Noting his son’s eagerness to take a photo next to Fauci’s cutout, Bernstein thought a similar idea could work at Morningside. He broached the concept with the faculty at the school, and said teachers there were overwhelmingly supportive.
“We recognized the importance of students returning in person so that they could feel the pride and camaraderie of culmination with their peers and teachers,” Bernstein said.
“We also recognized the importance of keeping everyone safe, and at a distance for the celebration. In our planning and collaboration, we settled on the life-size cardboard cutouts so that students could take a picture with their teachers after the ceremony.”
It “helped tremendously,” Bernstein said, when Ramos said the father of one of her students was a photographer who might be willing to take the photos and make the cutouts.

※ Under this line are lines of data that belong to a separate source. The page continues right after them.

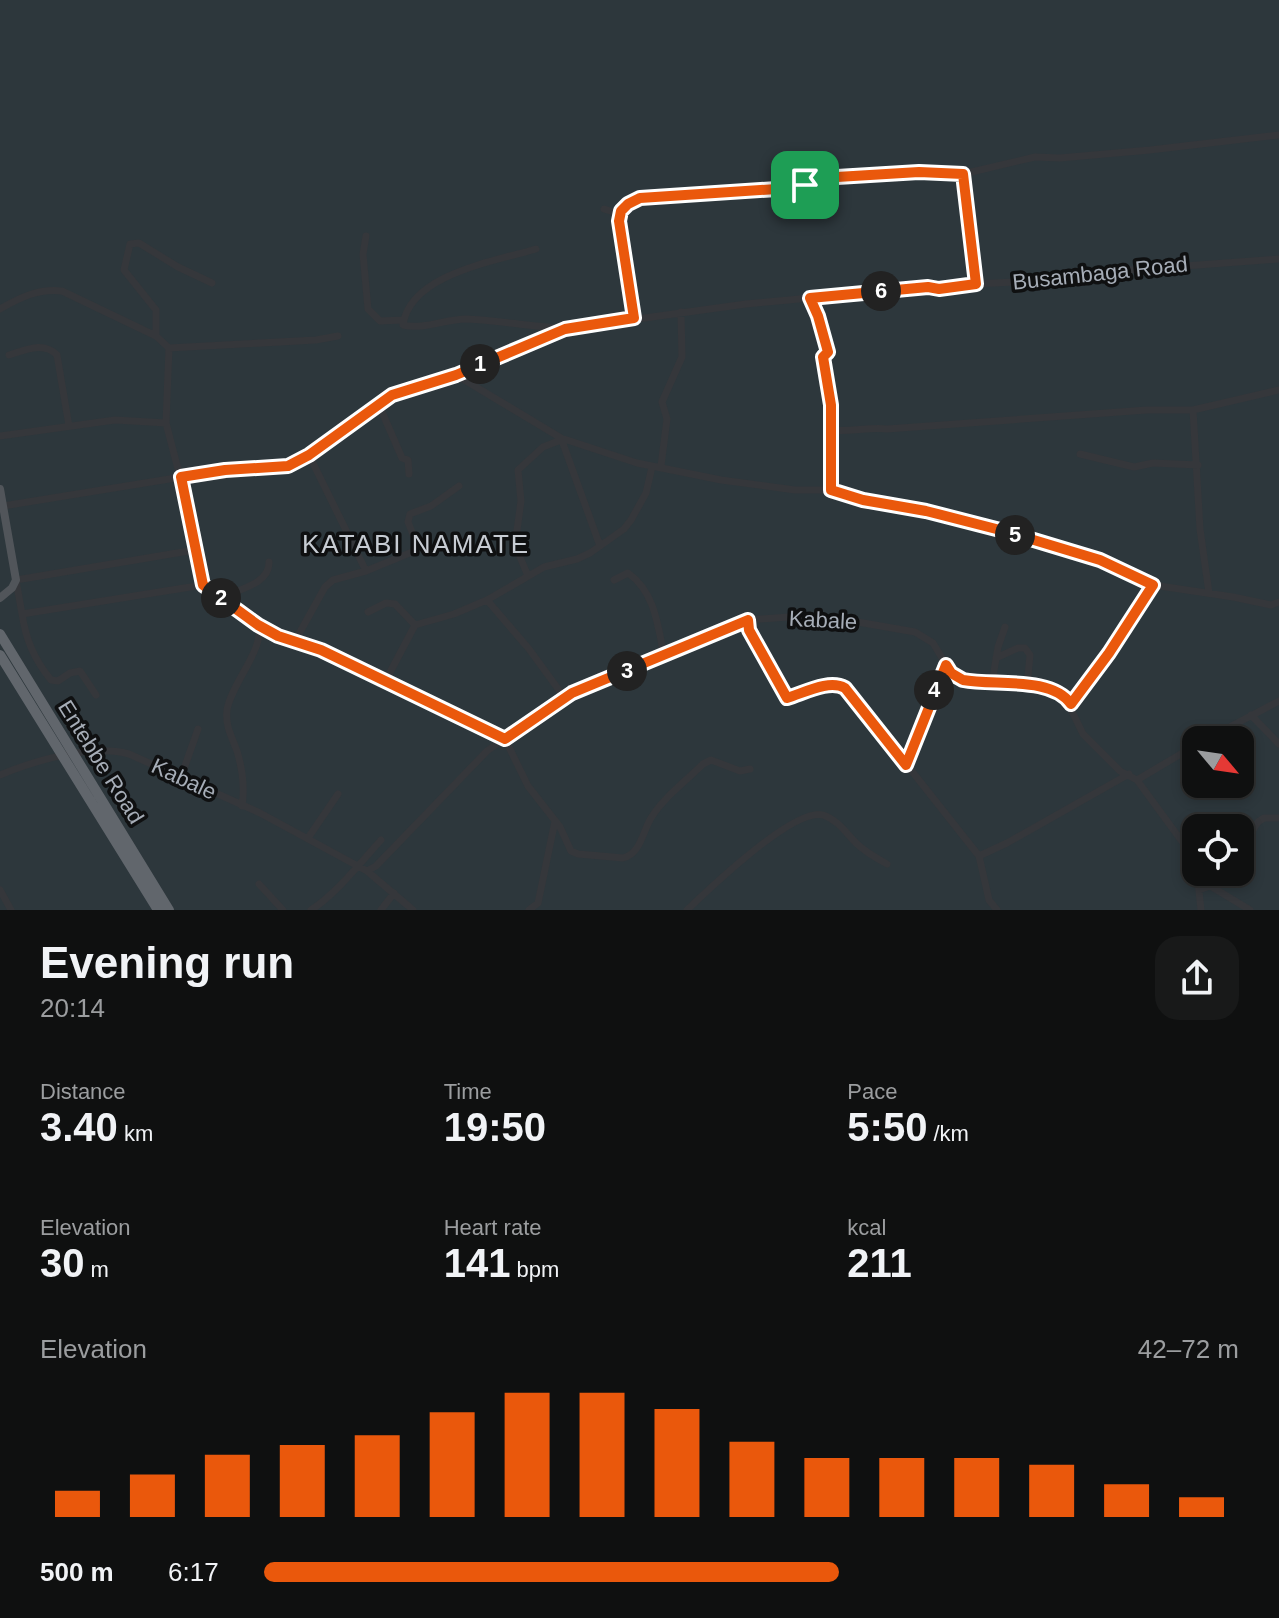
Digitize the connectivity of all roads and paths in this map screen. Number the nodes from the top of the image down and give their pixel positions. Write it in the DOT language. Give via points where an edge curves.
graph roads {
  1 [pos="1279,135"];
  2 [pos="963,174"];
  3 [pos="604,209"];
  4 [pos="620,214"];
  5 [pos="366,236"];
  6 [pos="536,249"];
  7 [pos="1279,259"];
  8 [pos="212,283"];
  9 [pos="976,284"];
  10 [pos="810,298"];
  11 [pos="0,309"];
  12 [pos="681,312"];
  13 [pos="634,318"];
  14 [pos="403,320"];
  15 [pos="565,329"];
  16 [pos="156,336"];
  17 [pos="338,336"];
  18 [pos="169,348"];
  19 [pos="9,355"];
  20 [pos="456,375"];
  21 [pos="1279,390"];
  22 [pos="379,405"];
  23 [pos="1193,410"];
  24 [pos="166,423"];
  25 [pos="69,426"];
  26 [pos="831,430"];
  27 [pos="0,436"];
  28 [pos="561,439"];
  29 [pos="1080,454"];
  30 [pos="309,455"];
  31 [pos="1198,465"];
  32 [pos="657,466"];
  33 [pos="409,474"];
  34 [pos="181,477"];
  35 [pos="459,486"];
  36 [pos="0,489"];
  37 [pos="831,490"];
  38 [pos="3,506"];
  39 [pos="600,546"];
  40 [pos="195,550"];
  41 [pos="269,562"];
  42 [pos="366,571"];
  43 [pos="528,576"];
  44 [pos="16,580"];
  45 [pos="614,580"];
  46 [pos="203,585"];
  47 [pos="1153,585"];
  48 [pos="1209,593"];
  49 [pos="0,598"];
  50 [pos="220,598"];
  51 [pos="487,600"];
  52 [pos="1279,602"];
  53 [pos="368,612"];
  54 [pos="22,614"];
  55 [pos="748,620"];
  56 [pos="258,625"];
  57 [pos="415,625"];
  58 [pos="1005,627"];
  59 [pos="0,634"];
  60 [pos="278,636"];
  61 [pos="295,641"];
  62 [pos="254,650"];
  63 [pos="0,655"];
  64 [pos="664,656"];
  65 [pos="996,658"];
  66 [pos="946,665"];
  67 [pos="386,680"];
  68 [pos="992,683"];
  69 [pos="1027,686"];
  70 [pos="96,695"];
  71 [pos="564,697"];
  72 [pos="1279,701"];
  73 [pos="1071,704"];
  74 [pos="1251,715"];
  75 [pos="1231,726"];
  76 [pos="198,729"];
  77 [pos="505,739"];
  78 [pos="1279,744"];
  79 [pos="1182,753"];
  80 [pos="75,755"];
  81 [pos="61,757"];
  82 [pos="906,765"];
  83 [pos="750,769"];
  84 [pos="1,773"];
  85 [pos="1129,774"];
  86 [pos="181,777"];
  87 [pos="1137,780"];
  88 [pos="338,794"];
  89 [pos="242,806"];
  90 [pos="1279,818"];
  91 [pos="555,821"];
  92 [pos="1254,828"];
  93 [pos="308,838"];
  94 [pos="381,840"];
  95 [pos="1182,841"];
  96 [pos="979,856"];
  97 [pos="887,864"];
  98 [pos="356,867"];
  99 [pos="367,871"];
  100 [pos="259,884"];
  101 [pos="1198,886"];
  102 [pos="1212,887"];
  103 [pos="0,890"];
  104 [pos="1199,890"];
  105 [pos="394,893"];
  106 [pos="11,910"];
  107 [pos="158,910"];
  108 [pos="169,910"];
  109 [pos="283,910"];
  110 [pos="311,910"];
  111 [pos="381,910"];
  112 [pos="413,910"];
  113 [pos="529,910"];
  114 [pos="687,910"];
  115 [pos="997,910"];
  116 [pos="1201,910"];
  117 [pos="1250,910"];
  1 -- 2 [label="street" via="1135,152 1035,157"];
  2 -- 4 [label="street" via="837,177 777,189 657,195 628,204"];
  2 -- 9 [label="street"];
  3 -- 4 [label="street"];
  4 -- 13 [label="street"];
  5 -- 14 [label="street" via="368,309 380,321"];
  6 -- 14 [label="street" via="447,275 425,290"];
  7 -- 9 [label="street, Busambaga Road"];
  8 -- 16 [label="street" via="139,243 130,244 124,270 156,310"];
  9 -- 10 [label="street, Busambaga Road"];
  10 -- 12 [label="street, Busambaga Road"];
  10 -- 26 [label="street" via="828,352 823,357"];
  11 -- 16 [label="street" via="48,289 62,291"];
  12 -- 13 [label="street, Busambaga Road"];
  12 -- 32 [label="street" via="682,357 662,402 667,419"];
  13 -- 15 [label="street, Busambaga Road"];
  14 -- 15 [label="street" via="408,327 462,319"];
  15 -- 20 [label="street, Busambaga Road"];
  16 -- 18 [label="street"];
  17 -- 18 [label="street"];
  18 -- 24 [label="street"];
  19 -- 25 [label="street" via="39,346 57,355"];
  20 -- 22 [label="street, Busambaga Road" via="392,395"];
  20 -- 28 [label="street"];
  21 -- 23 [label="street"];
  22 -- 30 [label="street, Busambaga Road"];
  22 -- 33 [label="street" via="402,458 408,460"];
  23 -- 26 [label="street"];
  23 -- 31 [label="street"];
  24 -- 25 [label="street" via="115,420"];
  24 -- 34 [label="street"];
  25 -- 27 [label="street"];
  26 -- 37 [label="street"];
  28 -- 32 [label="street"];
  28 -- 39 [label="street"];
  28 -- 43 [label="street" via="543,447 518,470 521,501 515,545"];
  29 -- 31 [label="street" via="1134,467"];
  30 -- 34 [label="street, Busambaga Road" via="288,466"];
  30 -- 42 [label="street"];
  31 -- 48 [label="street"];
  32 -- 37 [label="street" via="721,480"];
  32 -- 39 [label="street" via="639,508 624,529"];
  34 -- 38 [label="street, Busambaga Road"];
  34 -- 40 [label="street"];
  35 -- 42 [label="street" via="410,514 417,550"];
  36 -- 38 [label="main road"];
  37 -- 47 [label="street" via="1004,531 1100,560"];
  38 -- 44 [label="main road"];
  39 -- 43 [label="street"];
  40 -- 44 [label="street"];
  40 -- 46 [label="street"];
  41 -- 50 [label="street" via="264,578"];
  42 -- 61 [label="street" via="325,587"];
  43 -- 51 [label="street"];
  44 -- 49 [label="main road"];
  44 -- 54 [label="street"];
  45 -- 64 [label="street" via="628,573 646,592"];
  46 -- 50 [label="street"];
  46 -- 54 [label="street"];
  47 -- 48 [label="street"];
  47 -- 73 [label="street"];
  48 -- 52 [label="street"];
  50 -- 56 [label="street"];
  51 -- 57 [label="street"];
  51 -- 71 [label="street"];
  53 -- 57 [label="street" via="395,604"];
  54 -- 70 [label="street" via="25,638 51,680 80,671"];
  55 -- 64 [label="street, Kabale"];
  55 -- 66 [label="street, Kabale" via="852,621 915,632 933,643"];
  55 -- 82 [label="street" via="787,698 838,684"];
  56 -- 60 [label="street"];
  56 -- 62 [label="street"];
  57 -- 67 [label="street"];
  58 -- 65 [label="street"];
  59 -- 80 [label="highway, Entebbe Road"];
  60 -- 61 [label="street"];
  60 -- 62 [label="street"];
  61 -- 67 [label="street"];
  62 -- 89 [label="street" via="227,711 226,725 244,782"];
  63 -- 81 [label="highway, Entebbe Road"];
  64 -- 71 [label="street, Kabale"];
  65 -- 68 [label="street"];
  65 -- 69 [label="street" via="1025,648 1030,655"];
  66 -- 68 [label="street, Kabale" via="963,680"];
  66 -- 82 [label="street"];
  67 -- 77 [label="street"];
  68 -- 69 [label="street, Kabale"];
  69 -- 73 [label="street, Kabale" via="1057,691"];
  71 -- 77 [label="street, Kabale"];
  72 -- 74 [label="street"];
  73 -- 85 [label="street" via="1083,734"];
  74 -- 75 [label="street"];
  74 -- 78 [label="street"];
  76 -- 86 [label="street"];
  77 -- 91 [label="street" via="528,786"];
  77 -- 99 [label="street, Kabale"];
  79 -- 87 [label="street"];
  80 -- 81 [label="street, Kabale"];
  80 -- 86 [label="street, Kabale" via="113,750"];
  80 -- 108 [label="highway, Entebbe Road"];
  81 -- 84 [label="street, Kabale"];
  81 -- 107 [label="highway, Entebbe Road"];
  82 -- 96 [label="street"];
  83 -- 91 [label="street" via="740,771 711,760 703,764 652,815 635,852 623,858 571,851"];
  85 -- 87 [label="street"];
  85 -- 96 [label="street"];
  86 -- 89 [label="street, Kabale"];
  87 -- 95 [label="street"];
  88 -- 93 [label="street"];
  89 -- 93 [label="street, Kabale"];
  90 -- 92 [label="street" via="1264,818"];
  91 -- 113 [label="street" via="538,903"];
  93 -- 98 [label="street, Kabale"];
  94 -- 98 [label="street"];
  96 -- 115 [label="street" via="989,900"];
  97 -- 114 [label="street" via="865,851 840,825 811,814 778,832"];
  98 -- 99 [label="street, Kabale"];
  98 -- 110 [label="street"];
  99 -- 105 [label="street"];
  100 -- 109 [label="street"];
  101 -- 104 [label="street"];
  102 -- 104 [label="street"];
  102 -- 117 [label="street"];
  103 -- 106 [label="street"];
  104 -- 116 [label="street"];
  105 -- 111 [label="street"];
  105 -- 112 [label="street"];
}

The father not only did the work, but also photographed both ceremonies and planned to put the photos online so those students and their families can download even more memories.
“It was really nice to have someone within our community, and the dad of a culminating student do it,” the principal said. “That was a really fortunate feather in our cap. He made everything come together.”
Bernstein was grateful his students were able to start physically returning to their campus on April 19, when the Los Angeles Unified School District allowed the resumption of in-person instruction. Being able to have live ceremonies this year, rather than virtual, for the fifth-graders moving on was an added bonus.
And he cannot wait for another sense of normalcy when campuses open again in August for the 2021-22 academic year.
“So much of what we missed [when schools were closed due to the pandemic] was the human interaction,” Bernstein said. “Zoom was a great band-aid; but it’s not a replacement for actually being in class with a teacher, and for students to be in the same physical space with their peers and classmates.
“I’m very thankful for our school and our community that we were able to make it to the finish line.”